I did my regular routine, I got ready for school, got dropped off, went to all my classes, got picked up from that hellish environment and my mom and I were discussing irregular stuff. ".....How was school, Yaneth?" she questioned me. "Fine." I answered, still quiet. "Yaneth?" my mother said my name in a questioning tone. "Yes, mother?" "Do you have the tiniest faith in God?" ".....No...." "Well, I'm not mad at you if you don't believe in God, Yaneth." "What?" "I'm not mad, just don't let your grandparents hear that...." "Okay then...." I said, swiftly grabbing my binder and bringing it with me inside the house. I checked my phone, there were multiple messages. I checked the one from my boyfriend first, and started crying automatically. I was done.
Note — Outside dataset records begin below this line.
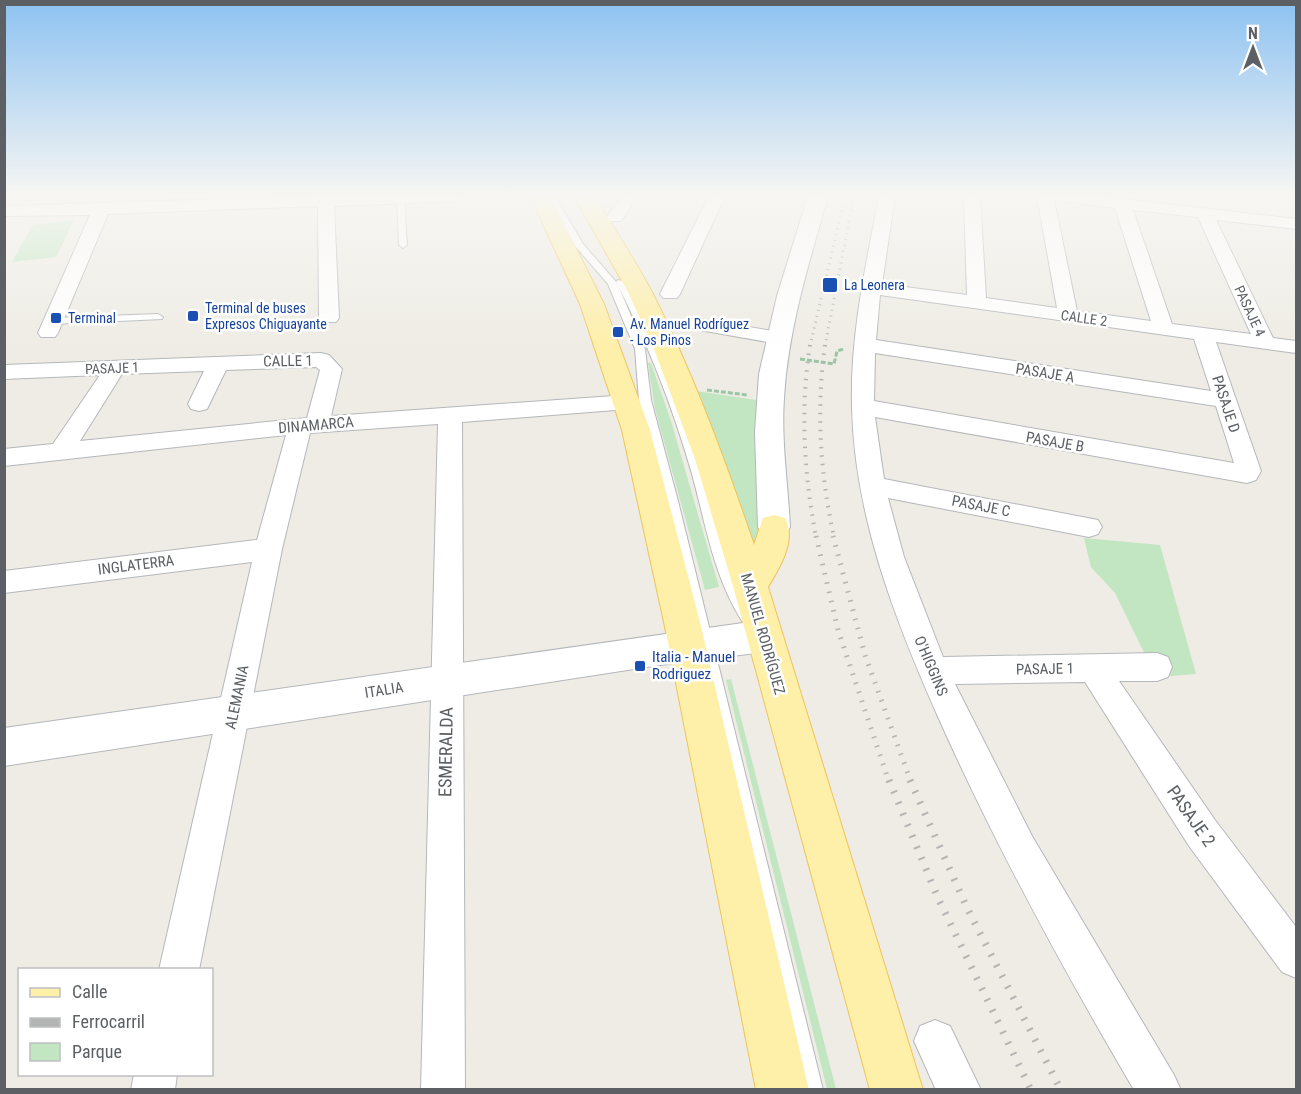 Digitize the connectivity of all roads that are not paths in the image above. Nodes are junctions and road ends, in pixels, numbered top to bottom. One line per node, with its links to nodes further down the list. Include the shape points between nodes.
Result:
1 (91, 247): 21 (street)
2 (328, 247): 19 (street)
3 (565, 247): 32 (main road)
4 (581, 247): 47 (lane, via 612,284 640,349 645,400 672,501)
5 (592, 247): 46 (lane, via 616,275 634,309 687,442 730,585 744,613)
6 (614, 247): 45 (main road, MANUEL RODRÍGUEZ, via 635,282 682,388 710,459)
7 (693, 247): 15 (street)
8 (804, 247): 26 (street)
9 (879, 247): 14 (street, O'HIGGINS)
10 (974, 247): 16 (street)
11 (1055, 247): 17 (street)
12 (1137, 247): 22 (street)
13 (1220, 247): 24 (street, PASAJE 4)
14 (872, 288): 16 (street, CALLE 2); 25 (street, O'HIGGINS)
15 (670, 294)
16 (977, 303): 17 (street, CALLE 2)
17 (1068, 315): 22 (street, CALLE 2)
18 (158, 317): 21 (lane)
19 (329, 318)
20 (695, 324): 26 (street)
21 (51, 327)
22 (1164, 329): 23 (street, CALLE 2)
23 (1203, 334): 24 (street, CALLE 2); 31 (street, PASAJE D)
24 (1265, 343): 27 (street, CALLE 2)
25 (866, 345): 31 (street, PASAJE A); 34 (street, O'HIGGINS)
26 (777, 347): 41 (street, via 770,399)
27 (1296, 348)
28 (219, 363): 29 (street, PASAJE 1); 33 (street); 36 (street, CALLE 1, via 308,359 326,362 331,374)
29 (116, 368): 30 (street, PASAJE 1); 37 (street)
30 (6, 373)
31 (1225, 400): 39 (street, PASAJE D)
32 (628, 402): 35 (street, DINAMARCA); 47 (main road)
33 (199, 404)
34 (863, 407): 39 (street, PASAJE B); 40 (street, O'HIGGINS)
35 (450, 414): 36 (street, DINAMARCA); 51 (street, ESMERALDA)
36 (309, 425): 37 (street, DINAMARCA); 43 (street, ALEMANIA)
37 (61, 451): 38 (street, DINAMARCA)
38 (4, 458)
39 (1247, 474)
40 (873, 486): 42 (street, PASAJE C); 50 (street, O'HIGGINS, via 896,576)
41 (774, 527): 45 (main road, via 767,560)
42 (1089, 527)
43 (268, 549): 44 (street, INGLATERRA); 52 (street, ALEMANIA)
44 (4, 582)
45 (750, 586): 46 (main road, MANUEL RODRÍGUEZ)
46 (764, 636): 47 (street, ITALIA); 60 (main road, MANUEL RODRÍGUEZ)
47 (696, 644): 51 (street, ITALIA); 58 (main road); 59 (lane)
48 (1157, 667): 49 (street, PASAJE 1)
49 (1093, 668): 50 (street, PASAJE 1); 54 (street, PASAJE 2, via 1202,833)
50 (934, 671): 62 (street, O'HIGGINS, via 999,811 1044,895)
51 (447, 681): 52 (street, ITALIA); 57 (street, ESMERALDA)
52 (233, 713): 53 (street, ITALIA); 55 (street, ALEMANIA)
53 (4, 747)
54 (1296, 958)
55 (178, 968)
56 (935, 1041): 61 (street)
57 (443, 1089)
58 (783, 1089)
59 (812, 1089)
60 (897, 1089)
61 (959, 1089)
62 (1160, 1089)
I don't believe in anything, not even love.
~Timeskip, about two years after turning twelve. Age 14~ Here I am, in school again. This time I'm in high school. I'm changing in the locker rooms, talking with my friend Lily. "Yaneth," she started."You look like you're wearing a emotionless mask." "That's because I am, Lily." I groaned, my face pale, and white as always. The girls' locker rooms were pretty normal. On the walls in big, baby blue letters it has 'Lady Mustangs' painted. Our lockers were kind of a pasty blue color with food dye. I sat down on the dark blue bench, holding my pen and my purple binder. "Why are you so.....blank?" she asked me, waving her hand in my face. "Because my head hurts." I lied through my teeth easily. My brown hair was like a fighting factor against my icy heart. My hair, my eyes, they all made me look sweet and cheery. My icy heart repelled everyone if I try my hardest. The blank look on my face made me look like—to the teachers—paying attention. Except I was actually thinking. I realized how I've rejected 4 guys because of my one broken heart. Have you ever seen those drawings of a broken heart, where there's a stitch here, a broken nail over there? I scoffed as a stupid girl named Emma answered a question incorrectly, and I heard my name. "Okay Yaneth," my English teacher seemed to snare. "since your laughing, where was the Bus Boycott Mrs. Parks was in?" I howled in laughter, "Any idiot would know it was in Alabama in 1955." I answered, glaring at the stupid girl. She hissed in my direction, knowing she'll screw something up for me.
I walked out of history class, thinking of one person. Nick Thompson, the boy that was Starstruck for Chayse. I gagged, sitting next to her and Nick, eating my cookie. Chayse and I were BEST FRIENDS, and it would strike her dead to hear her life-long friend was in love with her boyfriend. I couldn't help but stare at him-Oh wait. That's Chayse, blowing up my phone again. "Yaaaanneeeth!" she squeaked into my ear. "Yes, Reyes?" I called everyone by their last name, even Chayse. "Neigh. You know what happened today? You know what I found out?" she spat, unhappy. Probably something about Nick, or Trisha talking smack-jam behind her back. I sighed,"What did you find out Reyes?" "That-That some chick likes Nick!" she growled, slamming her fist on the lunch table. "Chill out, who said that?" I asked, holding her arms still. "T-Trisha!" she cried, now sobbing into my pale, pasty white shoulder. I looked like a vampire. "Oh...Ew." I groaned. Trisha was and always will be a pain in the neck, and a filthy liar. But sadly, this was true. I don't know how I trusted anyone or even myself to be in love with someone again.